C* Summit 2013: Can't we all just get along? MariaDB and Cassandra by Colin Charles

#CASSANDRA13
Colin Charles | colin@mariadb.org | SkySQL Ab | http://mariadb.org/
@bytebot on Twitter | http://bytebot.net/blog/
MariaDB and Cassandra Interoperability

#CASSANDRA13
whoami
*Work on MariaDB today
*Formerly of MySQL AB (USD$1bil acquisition -> Sun Microsystems)
*Worked on The Fedora Project & OpenOffice.org previously
*Monty Program Ab is a major sponsor of MariaDB
*SkySQL & Monty Program Ab merge
*MariaDB governed by MariaDB Foundation

#CASSANDRA13
What we will discuss today...
*What is MariaDB?
*MariaDB Architecture
*The Cassandra Storage Engine (CassandraSE)
*Data & Command Mapping
*Use Cases
*Benchmarks
*Conclusions

#CASSANDRA13
What is MariaDB?
*Community developed, feature enhanced, backward compatible MySQL
*Drop-in replacement to MySQL
*Shipped in many Linux distributions as a default
*Enhanced features: threadpool, table elimination, optimizer changes
(subqueries materialize!), group commit in the replication binary log,
HandlerSocket, SphinxSE, multi-source replication, dynamic columns

#CASSANDRA13
MariaDB/MySQL and NoSQL
*HandlerSocket
*memcached access to InnoDB
*Hadoop Applier
*LevelDB Storage Engine
*Cassandra Storage Engine
*CONNECT Engine

#CASSANDRA13
Dynamic Columns
*Store a different set of columns for every row in the table
*Basically a blob with handling functions (GET, CREATE, ADD, DELETE,
EXISTS, LIST, JSON)
*Dynamic columns can be nested
*You can request rows in JSON format
*You can now name dynamic columns as well
INSERT INTO tbl SET
dyncol_blob=COLUMN_CREATE("column_name", "value");

#CASSANDRA13
Cassandra background
*Distributed key/value store (limited range scan support),
optionally flexible schema (pre-defined “static” columns,
ad-hoc dynamic columns), automatic sharding/
replication, eventual consistency
*Column families are like “tables”
*Row key -> column mapping
*Supercolumns are not supported

#CASSANDRA13
CQL at work
cqlsh> CREATE KEYSPACE mariadbtest
... WITH REPLICATION ={'class':'SimpleStrategy','replication_factor':1};
cqlsh> use mariadbtest;
cqlsh:mariadbtest> create columnfamily cf1 ( pk varchar primary key, data1 varchar, data2 bigint ) with compactstorage;
cqlsh:mariadbtest> insert into cf1 (pk, data1,data2) values ('row1', 'data-in-cassandra', 1234);
cqlsh:mariadbtest> select * from cf1;
pk | data1 | data2
------+-------------------+-------
row1 | data-in-cassandra | 1234
cqlsh:mariadbtest> select * from cf1 where pk='row1';
pk | data1 | data2
------+-------------------+-------
cqlsh:mariadbtest> select * from cf1 where data2=1234;
Bad Request: No indexed columns present in by-columns clause with Equal operator
cqlsh:mariadbtest> select * from cf1 where pk='row1' or pk='row2';
Bad Request: line 1:34 missing EOF at 'or'

#CASSANDRA13
CQL
*Looks like SQL at first glance
*No joins or subqueries
*No GROUP BY, ORDER BY must be able to use available indexes
*WHERE clause must represent an index lookup
*Simple goal of the Cassandra Storage Engine?

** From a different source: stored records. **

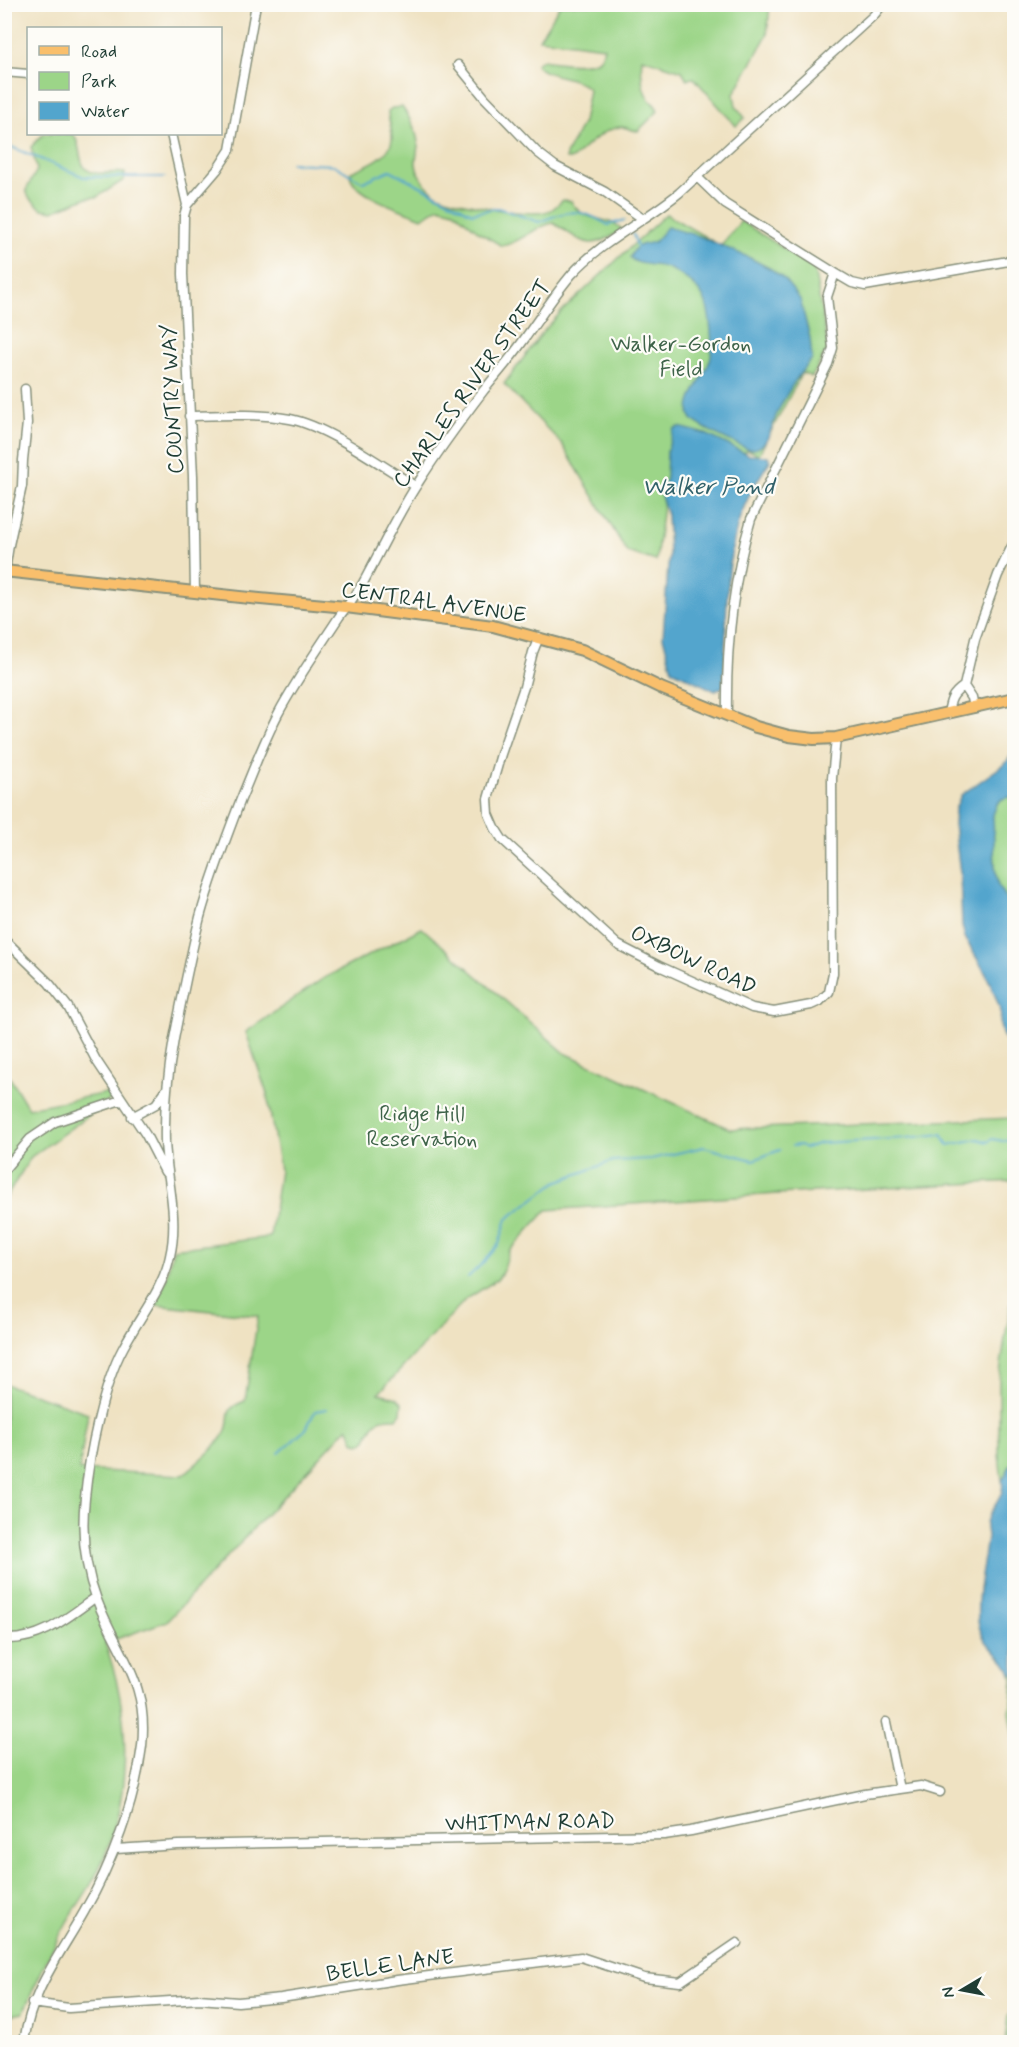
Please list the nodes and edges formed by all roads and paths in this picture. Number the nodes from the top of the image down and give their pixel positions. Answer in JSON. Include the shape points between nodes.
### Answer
{"nodes":[{"id":1,"x":256,"y":4,"type":"edge"},
{"id":2,"x":883,"y":4,"type":"edge"},
{"id":3,"x":458,"y":65,"type":"dead end"},
{"id":4,"x":4,"y":72,"type":"edge"},
{"id":5,"x":27,"y":74,"type":"edge"},
{"id":6,"x":171,"y":135,"type":"edge"},
{"id":7,"x":697,"y":177,"type":"junction"},
{"id":8,"x":187,"y":205,"type":"junction"},
{"id":9,"x":643,"y":219,"type":"junction"},
{"id":10,"x":1014,"y":260,"type":"edge"},
{"id":11,"x":835,"y":273,"type":"junction"},
{"id":12,"x":25,"y":389,"type":"dead end"},
{"id":13,"x":189,"y":416,"type":"junction"},
{"id":14,"x":415,"y":486,"type":"junction"},
{"id":15,"x":1014,"y":542,"type":"edge"},
{"id":16,"x":5,"y":571,"type":"edge"},
{"id":17,"x":195,"y":592,"type":"junction"},
{"id":18,"x":346,"y":607,"type":"junction"},
{"id":19,"x":539,"y":637,"type":"junction"},
{"id":20,"x":964,"y":686,"type":"junction"},
{"id":21,"x":1014,"y":698,"type":"edge"},
{"id":22,"x":974,"y":708,"type":"junction"},
{"id":23,"x":948,"y":714,"type":"junction"},
{"id":24,"x":727,"y":715,"type":"junction"},
{"id":25,"x":836,"y":738,"type":"junction"},
{"id":26,"x":4,"y":939,"type":"edge"},
{"id":27,"x":166,"y":1089,"type":"junction"},
{"id":28,"x":121,"y":1100,"type":"junction"},
{"id":29,"x":132,"y":1117,"type":"junction"},
{"id":30,"x":4,"y":1170,"type":"edge"},
{"id":31,"x":169,"y":1180,"type":"junction"},
{"id":32,"x":96,"y":1597,"type":"junction"},
{"id":33,"x":4,"y":1640,"type":"edge"},
{"id":34,"x":886,"y":1722,"type":"dead end"},
{"id":35,"x":900,"y":1789,"type":"junction"},
{"id":36,"x":940,"y":1792,"type":"dead end"},
{"id":37,"x":116,"y":1849,"type":"junction"},
{"id":38,"x":737,"y":1943,"type":"dead end"},
{"id":39,"x":32,"y":2003,"type":"junction"},
{"id":40,"x":24,"y":2043,"type":"edge"}],
"edges":[{"from":1,"to":8,"type":"street","via":[[230,150]]},
{"from":2,"to":7,"type":"street","name":"CHARLES RIVER STREET"},
{"from":3,"to":9,"type":"street","via":[[537,152]]},
{"from":4,"to":5,"type":"street"},
{"from":6,"to":8,"type":"street","name":"COUNTRY WAY"},
{"from":7,"to":9,"type":"street","name":"CHARLES RIVER STREET"},
{"from":7,"to":11,"type":"street","via":[[726,204]]},
{"from":8,"to":13,"type":"street","name":"COUNTRY WAY","via":[[183,274]]},
{"from":9,"to":14,"type":"street","name":"CHARLES RIVER STREET","via":[[572,273]]},
{"from":10,"to":11,"type":"street","via":[[865,286]]},
{"from":11,"to":24,"type":"street","via":[[827,297],[833,348],[751,519],[743,544],[730,626]]},
{"from":12,"to":16,"type":"street","via":[[28,417],[22,486]]},
{"from":13,"to":14,"type":"street","via":[[292,419],[340,440]]},
{"from":13,"to":17,"type":"street","name":"COUNTRY WAY"},
{"from":14,"to":18,"type":"street","name":"CHARLES RIVER STREET"},
{"from":15,"to":20,"type":"street","via":[[978,629]]},
{"from":16,"to":17,"type":"main road","name":"CENTRAL AVENUE"},
{"from":17,"to":18,"type":"main road","name":"CENTRAL AVENUE"},
{"from":18,"to":19,"type":"main road","name":"CENTRAL AVENUE","via":[[493,626]]},
{"from":18,"to":27,"type":"street","name":"CHARLES RIVER STREET","via":[[280,709],[225,843],[201,916]]},
{"from":19,"to":24,"type":"main road","name":"CENTRAL AVENUE","via":[[582,650]]},
{"from":19,"to":25,"type":"street","name":"OXBOW ROAD","via":[[488,799],[495,828],[511,849],[618,945],[752,1008],[774,1012],[811,1005],[829,992],[833,973],[832,778]]},
{"from":20,"to":22,"type":"street"},
{"from":20,"to":23,"type":"street","via":[[954,693]]},
{"from":21,"to":22,"type":"main road","name":"CENTRAL AVENUE"},
{"from":22,"to":23,"type":"main road","name":"CENTRAL AVENUE"},
{"from":23,"to":25,"type":"main road","name":"CENTRAL AVENUE"},
{"from":24,"to":25,"type":"main road","name":"CENTRAL AVENUE","via":[[789,736]]},
{"from":26,"to":28,"type":"street","via":[[68,1007]]},
{"from":27,"to":29,"type":"street","via":[[156,1104]]},
{"from":27,"to":31,"type":"street","name":"CHARLES RIVER STREET"},
{"from":28,"to":29,"type":"street"},
{"from":28,"to":30,"type":"street","via":[[55,1122],[30,1139]]},
{"from":29,"to":31,"type":"street","via":[[158,1155]]},
{"from":31,"to":32,"type":"street","name":"CHARLES RIVER STREET","via":[[173,1212],[170,1256],[155,1294],[113,1369],[84,1500],[83,1540]]},
{"from":32,"to":33,"type":"street","via":[[38,1635]]},
{"from":32,"to":37,"type":"street","name":"CHARLES RIVER STREET","via":[[130,1666],[143,1712],[140,1756]]},
{"from":34,"to":35,"type":"street"},
{"from":35,"to":36,"type":"street","name":"WHITMAN ROAD","via":[[921,1786]]},
{"from":35,"to":37,"type":"street","name":"WHITMAN ROAD","via":[[664,1835]]},
{"from":37,"to":39,"type":"street","name":"CHARLES RIVER STREET"},
{"from":38,"to":39,"type":"street","name":"BELLE LANE","via":[[680,1982],[644,1978],[581,1958],[249,2001],[199,1999],[69,2008]]},
{"from":39,"to":40,"type":"street","name":"CHARLES RIVER STREET"}]}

Provide a “view” of
Cassandra’s data from MariaDB

#CASSANDRA13
Getting started
*Get MariaDB 10.0.2 from https://downloads.mariadb.org/
*Load the Cassandra plugin
- From SQL:
MariaDB [(none)]> install plugin cassandra soname 'ha_cassandra.so';
- Or start it from my.cnf
[mysqld]
...
plugin-load=ha_cassandra.so

#CASSANDRA13
Create an SQL table which is a view of a column family
MariaDB [test]> set global cassandra_default_thrift_host='10.196.2.113';
MariaDB [test]> create table t2 (pk varchar(36) primary key,
-> data1 varchar(60),
-> data2 bigint
-> ) engine=cassandra
-> keyspace='mariadbtest'
-> thrift_host='10.196.2.113'
-> column_family='cf1';
*thrift_host can be set per-table
*@@cassandra_default_thrift_host allows to re-point the table to different node
dynamically, and not change table DDL when Cassandra IP changes

#CASSANDRA13
Potential issues
*SELinux blocks the connection
ERROR 1429 (HY000): Unable to connect to foreign data source:
connect() failed: Permission denied [1]
*Disable SELinux: echo 0 > /selinux/enforce
*Cassandra 1.2 with Column Families (CFs) without “COMPACT
STORAGE”
ERROR 1429 (HY000): Unable to connect to foreign data source:
Column family cf1 not found in keyspace mariadbtest
*Change in Cassandra 1.2 that broke Pig as well; we’ll update this soon

#CASSANDRA13
Data mapping between Cassandra and SQL
create table tbl (
pk varchar(36) primary key,
data1 varchar(60),
data2 bigint
) engine=cassandra keyspace='ks1' column_family='cf1'
*MariaDB table represents Cassandra’s Column Family
- can use any table name, column_family=... specifies CF

#CASSANDRA13
create table tbl (
data1 varchar(60),
data2 bigint
*Table must have a primary key
- name/type must match Cassandra’s rowkey

#CASSANDRA13
create table tbl (
data1 varchar(60),
data2 bigint
*Table must have a primary key
- name/type must match Cassandra’s rowkey
*Columns map to Cassandra’s static columns
- name must be same as in Cassandra, datatypes must match, can be subset of CF’s columns

#CASSANDRA13
Datatype mapping
Cassandra MariaDB
blob BLOB, VARBINARY(n)
ascii BLOB, VARCHAR(n), use charset=latin1
text BLOB, VARCHAR(n), use charset=utf8
varint VARBINARY(n)
int INT
bigint BIGINT, TINY, SHORT
uuid CHAR(36) (text in MariaDB)
timestamp TIMESTAMP (second), TIMESTAMP(6) (microsecond), BIGINT
boolean BOOL
float FLOAT
double DOUBLE
decimal VARBINARY(n)
counter BIGINT

#CASSANDRA13
Dynamic columns revisited
*Cassandra supports “dynamic column families”, can access ad-hoc
columns
create table tbl
(
rowkey type PRIMARY KEY
column1 type,
...
dynamic_cols blob DYNAMIC_COLUMN_STORAGE=yes
) engine=cassandra keyspace=... column_family=...;
insert into tbl values (1, column_create('col1', 1, 'col2', 'value-2'));
select rowkey, column_get(dynamic_cols, 'uuidcol' as char) from tbl;

#CASSANDRA13
All data mapping is safe
*CassandraSE will refuse incorrect mappings (throw errors)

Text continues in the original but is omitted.